Television's Greatest Hits is a series of albums containing recordings of TV theme songs through the years. The series was first introduced in 1985 by the then-new TVT Records. Each of the original 8 volumes contains 65 theme songs. Another TVT volume, All-Time Top 100 TV Themes, was issued in 2005. As of September 2011, Oglio Records was re-issuing the tracks in a series of nine compilations.

History

TVT Records
TVT Records was launched in 1985 with the release of Television's Greatest Hits''' first issue, the double LP compilation 65 TV Themes! From the 50's and The 60's. The album featured theme songs from classic TV shows, and it became a respectable seller. The San Francisco Chronicle called the album "the most fun you can have with your pants on", and the New York Times highlighted it as one of 1985's most notable business ideas. It featured 65 themes from television shows ranging from the mid-1950s until the late 1960s, including tracks from The Bugs Bunny Show, Popeye, The Dick Van Dyke Show, I Love Lucy, The Twilight Zone, and many others.

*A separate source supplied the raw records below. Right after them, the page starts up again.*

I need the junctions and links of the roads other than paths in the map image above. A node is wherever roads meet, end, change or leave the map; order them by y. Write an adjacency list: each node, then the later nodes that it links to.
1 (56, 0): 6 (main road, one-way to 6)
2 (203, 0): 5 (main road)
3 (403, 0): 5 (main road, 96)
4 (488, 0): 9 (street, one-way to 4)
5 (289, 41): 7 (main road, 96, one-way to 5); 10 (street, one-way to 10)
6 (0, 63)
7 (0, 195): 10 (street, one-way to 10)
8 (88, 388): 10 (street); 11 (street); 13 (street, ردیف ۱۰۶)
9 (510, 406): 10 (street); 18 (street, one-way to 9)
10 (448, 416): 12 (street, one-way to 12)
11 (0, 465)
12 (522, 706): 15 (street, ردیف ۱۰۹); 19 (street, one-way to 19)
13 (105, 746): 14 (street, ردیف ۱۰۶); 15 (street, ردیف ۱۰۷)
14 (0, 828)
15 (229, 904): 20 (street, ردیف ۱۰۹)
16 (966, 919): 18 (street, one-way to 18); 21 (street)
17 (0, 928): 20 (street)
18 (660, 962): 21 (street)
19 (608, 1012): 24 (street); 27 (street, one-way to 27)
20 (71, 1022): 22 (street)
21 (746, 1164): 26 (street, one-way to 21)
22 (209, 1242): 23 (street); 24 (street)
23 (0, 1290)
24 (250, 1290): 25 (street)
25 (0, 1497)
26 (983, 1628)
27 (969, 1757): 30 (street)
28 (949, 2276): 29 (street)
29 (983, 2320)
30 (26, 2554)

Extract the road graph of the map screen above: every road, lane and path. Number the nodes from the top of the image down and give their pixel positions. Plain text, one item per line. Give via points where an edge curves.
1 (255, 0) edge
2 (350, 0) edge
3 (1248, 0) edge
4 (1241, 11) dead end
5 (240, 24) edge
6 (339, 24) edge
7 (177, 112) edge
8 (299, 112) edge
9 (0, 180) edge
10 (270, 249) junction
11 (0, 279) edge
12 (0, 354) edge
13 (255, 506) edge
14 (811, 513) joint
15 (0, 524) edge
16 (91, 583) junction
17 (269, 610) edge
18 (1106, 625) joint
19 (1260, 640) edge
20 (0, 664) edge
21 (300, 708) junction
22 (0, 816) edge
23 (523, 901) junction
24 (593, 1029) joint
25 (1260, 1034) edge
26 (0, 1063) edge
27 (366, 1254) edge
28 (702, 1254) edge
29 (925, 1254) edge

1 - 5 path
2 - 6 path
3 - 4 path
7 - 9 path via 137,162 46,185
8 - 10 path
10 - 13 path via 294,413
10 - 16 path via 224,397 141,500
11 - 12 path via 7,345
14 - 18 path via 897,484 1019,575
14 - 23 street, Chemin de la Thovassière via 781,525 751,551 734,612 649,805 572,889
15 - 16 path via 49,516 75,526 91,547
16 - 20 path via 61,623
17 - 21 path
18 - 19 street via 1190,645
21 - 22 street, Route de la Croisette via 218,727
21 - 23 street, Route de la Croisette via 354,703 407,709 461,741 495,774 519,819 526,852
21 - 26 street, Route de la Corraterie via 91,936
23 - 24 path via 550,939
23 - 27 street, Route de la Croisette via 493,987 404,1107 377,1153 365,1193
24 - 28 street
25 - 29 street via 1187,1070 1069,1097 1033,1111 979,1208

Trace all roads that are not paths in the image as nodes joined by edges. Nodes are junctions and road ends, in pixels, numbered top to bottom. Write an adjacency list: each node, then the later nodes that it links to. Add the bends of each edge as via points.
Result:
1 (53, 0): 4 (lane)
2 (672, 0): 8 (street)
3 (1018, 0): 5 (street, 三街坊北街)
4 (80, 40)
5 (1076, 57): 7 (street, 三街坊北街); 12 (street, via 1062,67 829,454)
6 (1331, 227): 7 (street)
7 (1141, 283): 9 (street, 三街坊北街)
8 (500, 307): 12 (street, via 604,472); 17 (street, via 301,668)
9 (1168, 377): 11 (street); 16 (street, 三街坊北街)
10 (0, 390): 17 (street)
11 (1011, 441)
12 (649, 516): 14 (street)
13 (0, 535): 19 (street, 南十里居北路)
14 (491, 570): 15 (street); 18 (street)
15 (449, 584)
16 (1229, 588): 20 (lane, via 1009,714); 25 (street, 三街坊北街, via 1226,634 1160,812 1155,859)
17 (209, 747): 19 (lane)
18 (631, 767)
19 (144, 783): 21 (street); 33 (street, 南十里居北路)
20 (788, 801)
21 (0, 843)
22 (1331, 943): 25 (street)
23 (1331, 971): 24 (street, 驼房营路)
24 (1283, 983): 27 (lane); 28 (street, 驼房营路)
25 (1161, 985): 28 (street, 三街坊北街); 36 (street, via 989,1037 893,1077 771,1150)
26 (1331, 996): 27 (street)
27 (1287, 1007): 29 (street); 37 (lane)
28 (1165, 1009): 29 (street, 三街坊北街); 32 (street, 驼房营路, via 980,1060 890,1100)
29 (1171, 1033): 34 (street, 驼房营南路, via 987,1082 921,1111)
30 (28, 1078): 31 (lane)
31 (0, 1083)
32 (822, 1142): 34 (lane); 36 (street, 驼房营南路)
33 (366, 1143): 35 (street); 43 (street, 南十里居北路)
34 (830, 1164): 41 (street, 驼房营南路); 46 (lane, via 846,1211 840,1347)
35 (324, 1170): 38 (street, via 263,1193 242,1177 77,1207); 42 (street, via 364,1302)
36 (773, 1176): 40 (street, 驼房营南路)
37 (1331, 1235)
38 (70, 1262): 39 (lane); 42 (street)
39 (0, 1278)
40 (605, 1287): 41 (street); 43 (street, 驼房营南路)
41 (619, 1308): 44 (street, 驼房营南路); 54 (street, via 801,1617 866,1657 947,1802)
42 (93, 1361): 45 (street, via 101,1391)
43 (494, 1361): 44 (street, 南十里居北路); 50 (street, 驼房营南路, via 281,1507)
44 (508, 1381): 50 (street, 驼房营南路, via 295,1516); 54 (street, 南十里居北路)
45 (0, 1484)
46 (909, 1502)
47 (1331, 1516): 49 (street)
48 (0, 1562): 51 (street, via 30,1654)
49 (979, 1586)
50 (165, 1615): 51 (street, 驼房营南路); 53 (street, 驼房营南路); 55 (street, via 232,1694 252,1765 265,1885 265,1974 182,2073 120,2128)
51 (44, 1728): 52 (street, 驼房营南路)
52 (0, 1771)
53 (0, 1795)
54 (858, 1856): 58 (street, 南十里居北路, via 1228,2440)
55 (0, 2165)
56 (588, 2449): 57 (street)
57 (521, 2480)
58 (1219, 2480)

The second volume, 65 More TV Themes From The 50s & 60s, was released in 1986, and included themes from Mister Rogers' Neighborhood, Mighty Mouse Playhouse, Merrie Melodies, I Spy, Monty Python's Flying Circus. 70's and 80's, the third volume, was released in 1987. The fourth volume in 1989, The Commercials, included a number of jingles ad commercials from different eras. According to a review in Allmusic, "Upon first hearing these jingles, listeners will be amazed to find themselves singing along spontaneously, and surprised at how they come back to full consciousness in spite of not having been heard [most of them] for decades. That said, it's great fun to hear most of these commercials dealing with food, cigarettes, household cleaners, beer, cars, and soft drinks, among other products." The series then went on hiatus, with TVT returning it in 1996 with Black and White Classics, and releasing three more volumes in prompt succession that year. The format of the original eight-volume series became widely imitated by other record labels.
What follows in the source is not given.